The Sesjun Radio Shows / Chet Baker

 オランダで1973年から2004年までオンエアされていた長寿スタジオライヴ番組「Tros Sesjun」。 これまで未発表だった膨大なお宝録音の中からCD化第一弾がチェットです。

 ブートも含めて様々な彼の演奏を集めてきたわたしのようなチェットフリークもおおっと驚く内容の2枚組。

① ジャック・ペルゼ(fl)との二管ドラムレス編成(1976)。薬剤師でもあり片手間に薬局も営んでいたペルゼの家に当時チェットは居候(ドラッグ入手面でも便利だったのでしょう)、活動を共にしていましたが、この時期の音源は(わたしの知る限り)ほとんど入手できなかったため貴重。

② ヴィブラフォンのヴォルフガング・ラッカーシュミット+ba+dr(1980)。
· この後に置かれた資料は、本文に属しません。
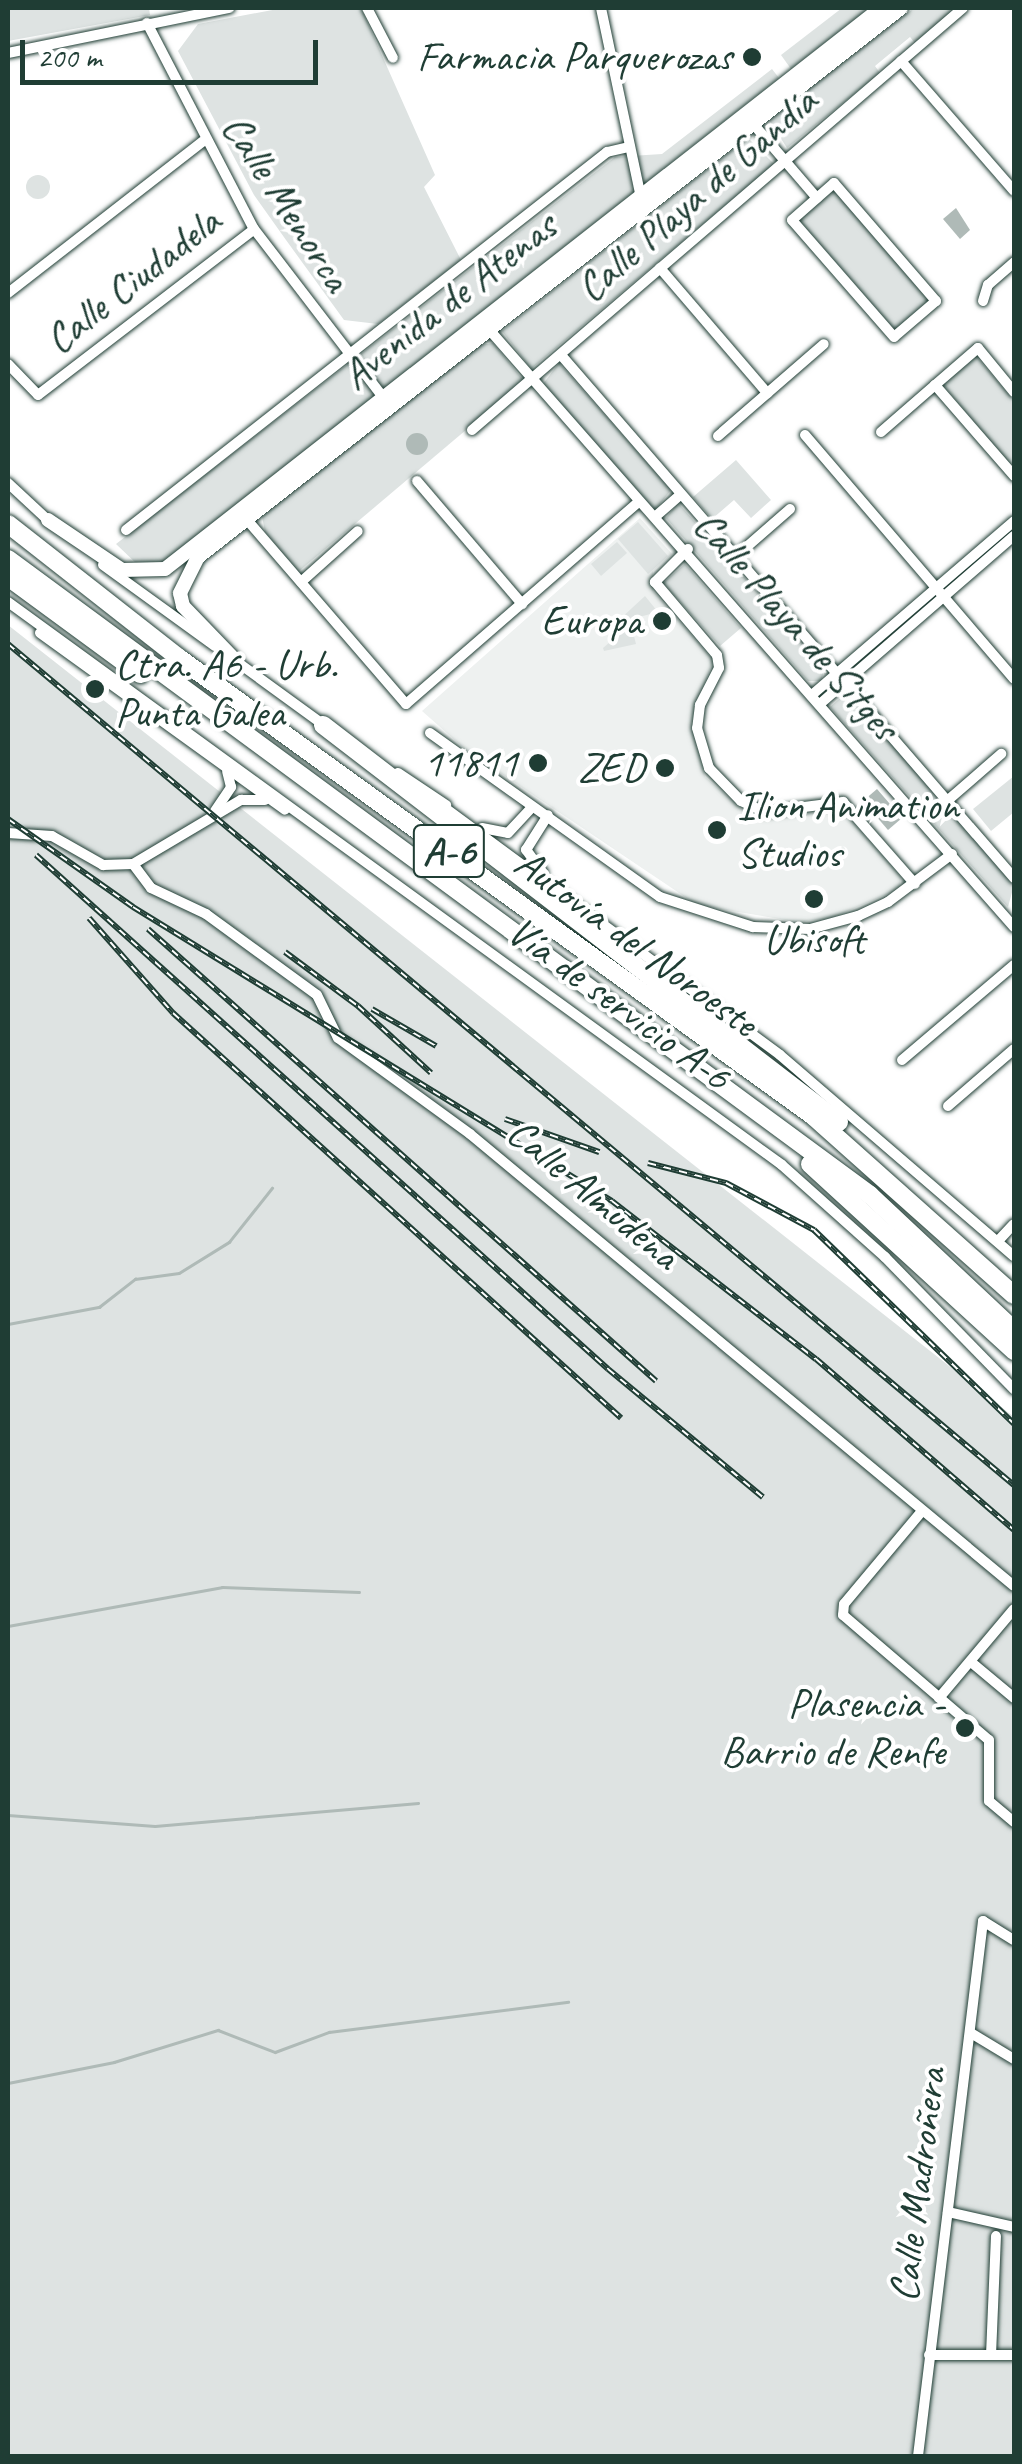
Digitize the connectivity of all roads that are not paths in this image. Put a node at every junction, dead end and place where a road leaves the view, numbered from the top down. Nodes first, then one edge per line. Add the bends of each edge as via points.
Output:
1 (158, 8) edge
2 (230, 8) edge
3 (368, 8) edge
4 (601, 8) edge
5 (881, 8) edge
6 (901, 8) edge
7 (963, 8) edge
8 (160, 21) junction
9 (147, 24) junction
10 (8, 53) edge
11 (392, 58) dead end
12 (901, 61) junction
13 (749, 119) junction
14 (203, 141) junction
15 (628, 147) junction
16 (786, 162) junction
17 (1014, 191) edge
18 (817, 198) junction
19 (643, 202) junction
20 (254, 229) junction
21 (1014, 262) edge
22 (660, 268) junction
23 (8, 294) edge
24 (982, 302) dead end
25 (486, 325) junction
26 (824, 344) dead end
27 (350, 354) junction
28 (561, 355) junction
29 (8, 364) edge
30 (532, 379) junction
31 (935, 385) junction
32 (1014, 392) edge
33 (767, 393) junction
34 (387, 402) junction
35 (472, 430) dead end
36 (881, 432) dead end
37 (805, 435) dead end
38 (718, 436) dead end
39 (1014, 476) edge
40 (418, 481) dead end
41 (8, 483) edge
42 (681, 494) junction
43 (638, 502) junction
44 (790, 509) dead end
45 (243, 515) junction
46 (656, 516) junction
47 (48, 520) junction
48 (1014, 522) edge
49 (8, 524) edge
50 (126, 530) dead end
51 (358, 532) dead end
52 (1014, 536) edge
53 (688, 549) junction
54 (735, 557) junction
55 (8, 559) edge
56 (8, 577) edge
57 (301, 582) junction
58 (940, 593) junction
59 (522, 604) junction
60 (10, 605) edge
61 (237, 662) junction
62 (840, 679) junction
63 (1014, 679) edge
64 (817, 699) junction
65 (213, 714) junction
66 (324, 724) junction
67 (430, 733) dead end
68 (1002, 754) dead end
69 (393, 769) junction
70 (227, 771) junction
71 (270, 801) junction
72 (947, 801) junction
73 (532, 807) junction
74 (548, 815) junction
75 (207, 818) junction
76 (8, 833) edge
77 (346, 847) junction
78 (952, 854) junction
79 (133, 864) junction
80 (1014, 878) edge
81 (915, 884) junction
82 (1010, 912) edge
83 (1014, 927) edge
84 (624, 941) junction
85 (1014, 965) edge
86 (634, 1016) junction
87 (1014, 1050) edge
88 (902, 1060) dead end
89 (948, 1106) dead end
90 (888, 1178) junction
91 (1014, 1224) edge
92 (998, 1241) junction
93 (1014, 1256) edge
94 (1014, 1295) edge
95 (1014, 1330) edge
96 (1014, 1351) edge
97 (1014, 1390) edge
98 (922, 1511) junction
99 (1014, 1586) edge
100 (1014, 1609) edge
101 (970, 1662) junction
102 (939, 1698) junction
103 (1014, 1698) edge
104 (1014, 1822) edge
105 (1014, 1940) edge
106 (971, 2033) junction
107 (1014, 2059) edge
108 (948, 2212) junction
109 (1014, 2226) edge
110 (996, 2236) dead end
111 (929, 2355) junction
112 (992, 2355) junction
113 (1014, 2355) edge
114 (918, 2456) edge

1 - 8 street
2 - 8 street
3 - 11 street
4 - 15 street
5 - 13 main road, Avenida de Atenas
6 - 13 main road, Avenida de Atenas
7 - 12 street, Calle Playa de Gandía
8 - 9 street
9 - 10 street
9 - 14 street, Calle Menorca
12 - 16 street, Calle Playa de Gandía
12 - 17 street
13 - 16 street
13 - 19 main road, Avenida de Atenas
14 - 20 street, Calle Menorca
14 - 23 street, Calle Ciudadela
15 - 19 street
15 - 27 street via 606,152
16 - 18 street
16 - 22 street, Calle Playa de Gandía
18 - 18 street via 792,220 894,337 936,301 834,183
19 - 25 main road, Avenida de Atenas
20 - 27 street, Calle Menorca
20 - 29 street, Calle Ciudadela via 38,394
21 - 24 street via 988,284
22 - 28 street, Calle Playa de Gandía
22 - 33 street
25 - 30 street, Calle Playa de Sitges
25 - 34 main road, Avenida de Atenas
26 - 33 street
27 - 34 street, Calle Menorca
27 - 50 street
28 - 30 street, Calle Playa de Gandía
28 - 42 street, Calle Playa de Sitges
30 - 35 street, Calle Playa de Gandía
30 - 43 street, Calle Playa de Sitges
31 - 32 street via 978,348
31 - 36 street
31 - 39 street
33 - 38 street
34 - 45 main road, Avenida de Atenas
37 - 58 street
40 - 59 street
41 - 47 street, Vía de servicio A-6
42 - 46 street, Calle Playa de Sitges
42 - 54 street, Calle Playa de Sitges
43 - 46 street, Calle Playa de Sitges
43 - 59 street
44 - 54 street
45 - 47 main road, Avenida de Atenas via 164,569 143,573 122,570
45 - 57 street
45 - 61 main road, Avenida de Atenas via 198,557 180,593 188,614 212,630
46 - 53 street, Calle Playa de Sitges
47 - 61 street, Vía de servicio A-6
48 - 58 street
49 - 90 highway, Autovía del Noroeste / A-6
51 - 57 street
52 - 58 street
53 - 64 street, Calle Playa de Sitges
53 - 81 street via 655,582 717,656 698,728 708,768 740,801 765,812 843,802
54 - 62 street, Calle Playa de Sitges
55 - 65 highway, Autovía del Noroeste / A-6
56 - 65 highway via 157,687
57 - 59 street via 406,704
58 - 62 street
58 - 63 street
60 - 70 street via 53,646
60 - 77 street, Vía de servicio A-6
61 - 66 street, Vía de servicio A-6
62 - 64 street
62 - 72 street, Calle Playa de Sitges
64 - 78 street, Calle Playa de Sitges
65 - 86 highway, Autovía del Noroeste / A-6
66 - 69 street, Vía de servicio A-6
66 - 90 highway via 816,1102 855,1135
67 - 73 street
68 - 72 street
69 - 73 street via 491,834 520,825
69 - 84 street, Vía de servicio A-6
70 - 71 street
70 - 75 street via 225,801
71 - 75 street via 241,800
71 - 77 street
72 - 80 street, Calle Playa de Sitges
73 - 74 street
74 - 81 street via 660,897 753,927 810,928 858,916
74 - 84 street via 526,850 532,864
75 - 79 street
76 - 79 street via 52,836 103,865
77 - 97 street, Vía de servicio A-6 via 782,1165 885,1257
78 - 81 street
78 - 82 street, Calle Playa de Sitges
79 - 98 street, Calle Almudena via 151,888 206,914 317,994 338,1038 470,1134
82 - 83 street, Calle Playa de Sitges
84 - 92 street, Vía de servicio A-6 via 780,1054
85 - 88 street
86 - 95 highway, Autovía del Noroeste / A-6 via 870,1196
86 - 96 highway via 670,1058 858,1203
87 - 89 street
90 - 94 highway, Autovía del Noroeste / A-6
91 - 92 street
92 - 93 street, Vía de servicio A-6
98 - 99 street, Calle Almudena
98 - 102 street via 844,1604 846,1620
100 - 101 street
101 - 102 street
101 - 103 street
102 - 104 street via 989,1740 989,1801
105 - 106 street, Calle Madroñera via 983,1921
106 - 107 street
106 - 108 street, Calle Madroñera
108 - 109 street
108 - 111 street, Calle Madroñera
110 - 112 street
111 - 112 street
111 - 114 street, Calle Madroñera
112 - 113 street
スタジオ盤の共演作は2枚あるものの、ライヴ音源は初CD化じゃないか。単音同士が茫漠たる音空間の中で邂逅するアンビエンス。

③ 個人的にチェットの共演ピアニストの中でいちばん好きなミシェル・グレイエとのカルテット(1984)。2曲しか収録されていないのがくやしくてあばれたくなる。

④ 晩年にもっとも名演の数々を残し、かつ安定していた、フィリップ・カテリーン(Gt)とジャンルイ・ラサンフォッス(ba)のトリオ(1985)。

2枚組の大盛ディスクですが、各セッションの音源は1時間づつあるはずなわけで、全部全曲収録BOXとかにしてくれればいいのに、とチェットファンは全員悶絶せざるをえないでしょう。

(このシリーズはその後、ビル・エヴァンスとアートブレイキー&ジャズメッセンジャーズの音源がリリースされています)

まめ知識; 
・J.ペルゼの家にはチェットの部屋があり、死ぬまでときどき戻っては居候していた。
・ペルゼの娘はミシェル・グレイエの奥さんになった。でものちにチェットと駆け落ち。